支持基盤揺らぐオバマ政権、日本での評価には疑問 - 冷泉彰彦 プリンストン発 日本/アメリカ 新時代
ニューズウィーク日本版 / 2013年10月31日 14時20分
今週に入って、オバマ大統領の支持率が急落しています。有名な政治サイト「リアル・クリアー・ポリティクス(RCP)」が、多くの世論調査の平均値として公表している指数も、「支持が44・1%に対して不支持が51・7%」と再選後としては最悪の数字となりました。
10月17日の「政府閉鎖+債務上限危機」を乗り切った際には、危機を招いた元凶は議会共和党にあるというイメージが広がり大統領の支持は戻ったのですが、今週の状況はかなり深刻であると思います。
そこで気になるのが、日本での報道や論評です。9月以来の「政府閉鎖」トラブルの中、日本での「オバマ評」はかなり辛口になっていました。シリア問題でのオバマの態度についても、日本では評判が悪かったようですが、特に9月から10月の危機に関しては、一連のゴタゴタの責任はオバマにあるという種類の論評が目につきました。
私はこの間の日本での評価については、ずっと違和感を覚えていました。シリアへの対応にしても、かなり「危険なゲーム」であったのは事実ですが、最終的にロシアとの妥協が成立する中で、国連の化学兵器禁止機関が本格的に動き出したという結果は国際的には受け入れられています。
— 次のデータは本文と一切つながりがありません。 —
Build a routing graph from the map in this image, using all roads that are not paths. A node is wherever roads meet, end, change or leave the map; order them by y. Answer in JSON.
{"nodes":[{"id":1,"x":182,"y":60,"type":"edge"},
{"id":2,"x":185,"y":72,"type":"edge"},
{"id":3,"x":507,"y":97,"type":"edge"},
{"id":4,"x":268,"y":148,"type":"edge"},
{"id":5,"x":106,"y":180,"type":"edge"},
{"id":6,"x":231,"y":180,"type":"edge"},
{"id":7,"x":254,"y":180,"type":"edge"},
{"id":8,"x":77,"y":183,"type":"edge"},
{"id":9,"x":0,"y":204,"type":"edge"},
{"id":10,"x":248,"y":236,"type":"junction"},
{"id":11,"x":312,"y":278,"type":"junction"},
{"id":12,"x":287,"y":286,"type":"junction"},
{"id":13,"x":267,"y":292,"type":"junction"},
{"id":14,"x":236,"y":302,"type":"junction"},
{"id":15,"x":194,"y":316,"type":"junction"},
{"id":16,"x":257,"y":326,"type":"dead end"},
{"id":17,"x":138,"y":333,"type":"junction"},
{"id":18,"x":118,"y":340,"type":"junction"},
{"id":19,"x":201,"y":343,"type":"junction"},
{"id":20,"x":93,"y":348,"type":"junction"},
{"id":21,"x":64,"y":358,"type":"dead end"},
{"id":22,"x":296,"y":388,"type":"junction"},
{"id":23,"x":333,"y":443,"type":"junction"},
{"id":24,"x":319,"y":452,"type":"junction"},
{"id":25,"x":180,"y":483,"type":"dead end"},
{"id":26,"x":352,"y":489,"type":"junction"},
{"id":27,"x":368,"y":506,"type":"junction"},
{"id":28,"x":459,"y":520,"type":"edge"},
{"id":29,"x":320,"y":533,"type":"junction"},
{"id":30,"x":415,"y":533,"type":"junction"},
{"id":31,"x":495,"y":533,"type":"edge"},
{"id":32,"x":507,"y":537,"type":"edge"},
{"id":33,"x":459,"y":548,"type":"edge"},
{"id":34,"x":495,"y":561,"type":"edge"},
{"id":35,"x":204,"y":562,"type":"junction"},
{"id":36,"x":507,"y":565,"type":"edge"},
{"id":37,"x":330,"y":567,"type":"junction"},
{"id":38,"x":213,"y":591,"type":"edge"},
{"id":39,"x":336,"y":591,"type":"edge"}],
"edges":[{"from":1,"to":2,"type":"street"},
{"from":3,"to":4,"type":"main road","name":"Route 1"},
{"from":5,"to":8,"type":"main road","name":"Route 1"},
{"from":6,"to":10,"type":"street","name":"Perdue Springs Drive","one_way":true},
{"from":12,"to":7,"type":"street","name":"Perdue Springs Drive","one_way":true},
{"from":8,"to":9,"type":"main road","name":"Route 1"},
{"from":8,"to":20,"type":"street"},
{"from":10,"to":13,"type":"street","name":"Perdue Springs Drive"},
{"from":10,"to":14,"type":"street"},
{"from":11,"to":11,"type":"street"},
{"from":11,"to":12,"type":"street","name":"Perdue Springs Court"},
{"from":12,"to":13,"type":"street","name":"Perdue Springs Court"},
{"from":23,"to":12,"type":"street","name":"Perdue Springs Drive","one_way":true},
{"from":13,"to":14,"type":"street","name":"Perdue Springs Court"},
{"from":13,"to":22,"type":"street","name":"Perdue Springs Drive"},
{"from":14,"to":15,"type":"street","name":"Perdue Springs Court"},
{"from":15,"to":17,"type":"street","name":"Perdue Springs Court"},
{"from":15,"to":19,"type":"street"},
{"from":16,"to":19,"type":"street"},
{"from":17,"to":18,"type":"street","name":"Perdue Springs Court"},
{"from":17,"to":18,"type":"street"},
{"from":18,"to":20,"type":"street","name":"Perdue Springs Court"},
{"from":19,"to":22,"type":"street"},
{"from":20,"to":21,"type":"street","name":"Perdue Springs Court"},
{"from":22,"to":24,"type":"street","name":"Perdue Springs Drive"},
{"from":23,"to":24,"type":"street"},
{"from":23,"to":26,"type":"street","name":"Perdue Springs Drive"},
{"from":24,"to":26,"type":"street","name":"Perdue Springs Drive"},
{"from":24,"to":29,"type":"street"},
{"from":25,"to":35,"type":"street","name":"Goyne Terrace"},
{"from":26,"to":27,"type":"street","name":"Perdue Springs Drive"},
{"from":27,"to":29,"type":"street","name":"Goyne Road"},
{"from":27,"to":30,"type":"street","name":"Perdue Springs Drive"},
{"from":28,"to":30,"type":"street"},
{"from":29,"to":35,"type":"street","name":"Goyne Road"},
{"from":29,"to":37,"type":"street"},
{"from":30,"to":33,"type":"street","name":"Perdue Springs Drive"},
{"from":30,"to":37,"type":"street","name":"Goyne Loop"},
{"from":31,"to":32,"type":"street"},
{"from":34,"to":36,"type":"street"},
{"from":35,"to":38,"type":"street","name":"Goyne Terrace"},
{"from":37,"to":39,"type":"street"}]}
ですが、日本では「オバマは攻撃すると見せて腰が引けた」ということで随分と評判が悪いのです。
一方で、「政府閉鎖+債務上限危機」に対する日本での評価も奇妙でした。特に「オバマケア(医療保険改革)」にこだわった「大きな政府論」はダメだとか、その点で「妥協しない姿勢が危機を招いた」という論評が目立ちました。日本の親米勢力は、北米市場での景気回復に期待する中でオバマの医療保険は「景気の足を引っ張っている」から批判しているようにも見えますが、アメリカの財界はとっくの昔に「オバマケア」については支持もしくは、発足を前提として動いているのです。
そう考えると、この間の日本でのオバマ批判の論調というのは何とも説明のしようがないわけです。もしかすると、今でも日本の親米派とか政財界の保守派の中には、アメリカの「リベラル」よりも「保守」の方が、民主党よりは共和党の方が親日だという思い込みが残っているのかもしれません。そう考えると、アメリカの政治が混乱するのは「リベラルな民主党のオバマの責任」だと期待感込みで直感的に感じてしまう、そんな可能性もあるように思います。「悪いオバマ」が沈めば、「より親日の保守」が浮上するだろう、そんな期待と思い込みです。